Data excerpts ▸
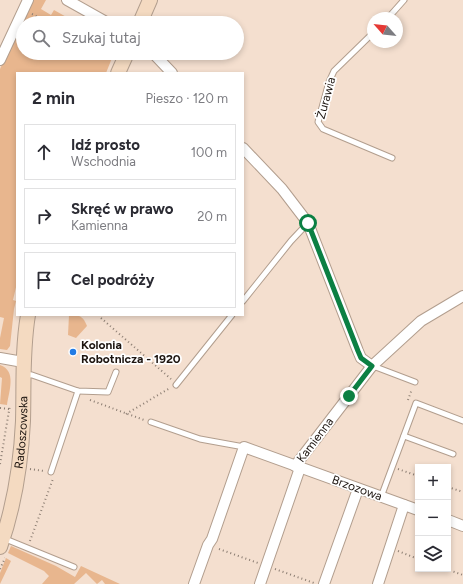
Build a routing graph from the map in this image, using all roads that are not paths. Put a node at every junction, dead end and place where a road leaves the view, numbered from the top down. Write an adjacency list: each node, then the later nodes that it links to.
1 (28, 0): 6 (street)
2 (67, 0): 7 (street)
3 (150, 0): 8 (street)
4 (404, 0): 5 (lane)
5 (393, 12)
6 (21, 16)
7 (96, 16)
8 (143, 16)
9 (16, 27): 11 (street)
10 (367, 39): 17 (lane, Żurawia)
11 (0, 60)
12 (124, 60): 14 (street)
13 (160, 60): 15 (street)
14 (118, 72)
15 (171, 72)
16 (244, 149): 18 (street)
17 (392, 158)
18 (308, 223): 20 (lane); 24 (street)
19 (463, 296): 24 (street, Kamienna)
20 (244, 300)
21 (28, 316): 25 (street, Radoszowska)
22 (231, 316): 28 (lane)
23 (0, 358): 25 (street)
24 (372, 366): 27 (lane); 35 (street, Kamienna)
25 (23, 367): 29 (lane); 43 (street, Radoszowska)
26 (116, 372): 29 (lane)
27 (414, 382)
28 (176, 385)
29 (78, 392): 36 (lane)
30 (148, 421): 33 (lane)
31 (463, 421): 32 (lane)
32 (404, 436): 34 (lane); 38 (lane)
33 (244, 447): 35 (street, Kamienna); 45 (street)
34 (453, 454)
35 (298, 467): 37 (street, Brzozowa); 46 (street)
36 (51, 472)
37 (358, 489): 38 (street, Brzozowa); 47 (street)
38 (381, 497): 39 (street, Brzozowa)
39 (404, 505): 40 (street, Brzozowa); 48 (street)
40 (415, 509)
41 (451, 521): 42 (street)
42 (463, 526)
43 (2, 542): 44 (lane)
44 (74, 567)
45 (194, 584)
46 (260, 584)
47 (324, 584)
48 (378, 584)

How to complete this task ▸ Reading through the preceding records, tally each line that holds the word "Radoszowska" and give the tally by itself.

Solution to the exercise ▸ 2